Я сделал al oop, который тестирует три разных подмножества для трех разных значений k, но для моего последнего значения k (k = 5) я получаю ошибку, которую не могу понять или не знаю, как исправить .
boston <- data.frame(Boston)
boston1 <- data.frame(Boston_
boston$medv01 <- ifelse((boston$medv > median(boston$medv)), 1, 0)
boston$medv <- NULL
# Subset 1: zn - 2, chas-4, rm-6, dis-8, black-12,
# Subset 2: crim-1, indus-3, nox-5, age-7, tax-10, ptratio-11
# Subset 3: all
kvals <- c(1,3,5)
subset1 <- c("zn", "chas", "rm", "dis", "black")

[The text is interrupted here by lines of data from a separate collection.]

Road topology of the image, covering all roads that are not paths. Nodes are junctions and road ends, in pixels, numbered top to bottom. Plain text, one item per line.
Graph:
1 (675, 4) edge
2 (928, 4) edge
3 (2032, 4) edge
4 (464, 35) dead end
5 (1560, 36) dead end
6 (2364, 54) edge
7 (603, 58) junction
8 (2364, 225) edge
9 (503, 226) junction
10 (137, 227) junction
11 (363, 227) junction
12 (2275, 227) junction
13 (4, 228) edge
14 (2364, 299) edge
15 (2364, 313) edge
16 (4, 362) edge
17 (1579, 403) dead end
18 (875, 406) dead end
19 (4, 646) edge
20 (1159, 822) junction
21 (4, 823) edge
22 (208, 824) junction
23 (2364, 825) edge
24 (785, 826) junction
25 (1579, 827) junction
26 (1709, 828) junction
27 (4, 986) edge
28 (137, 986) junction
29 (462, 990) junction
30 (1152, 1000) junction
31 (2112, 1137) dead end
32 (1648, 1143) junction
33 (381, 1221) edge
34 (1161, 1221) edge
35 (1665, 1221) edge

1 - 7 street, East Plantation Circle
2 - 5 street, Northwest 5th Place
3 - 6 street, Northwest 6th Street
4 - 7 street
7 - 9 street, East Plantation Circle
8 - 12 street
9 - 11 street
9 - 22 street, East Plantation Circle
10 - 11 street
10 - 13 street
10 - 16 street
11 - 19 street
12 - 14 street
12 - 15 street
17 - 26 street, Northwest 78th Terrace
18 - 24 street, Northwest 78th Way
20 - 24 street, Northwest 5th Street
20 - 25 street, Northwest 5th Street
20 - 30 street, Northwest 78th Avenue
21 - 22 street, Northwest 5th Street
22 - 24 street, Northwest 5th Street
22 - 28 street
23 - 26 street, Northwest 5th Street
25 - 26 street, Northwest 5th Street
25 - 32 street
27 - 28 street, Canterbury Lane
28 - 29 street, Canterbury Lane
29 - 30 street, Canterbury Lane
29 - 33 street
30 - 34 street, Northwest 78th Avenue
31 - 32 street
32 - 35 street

subset2 <- c("crim", "indus", "nox", "age", "tax", "ptratio")
subset3 <- c(boston[,1:13])
x1.train <- boston[, c(subset1)]
x2.train <- boston[, c(subset2)]
x3.train <- boston[, 1:13]
y.train <- boston$medv01
xtrain.list <- list(x1.train, x2.train, x3.train)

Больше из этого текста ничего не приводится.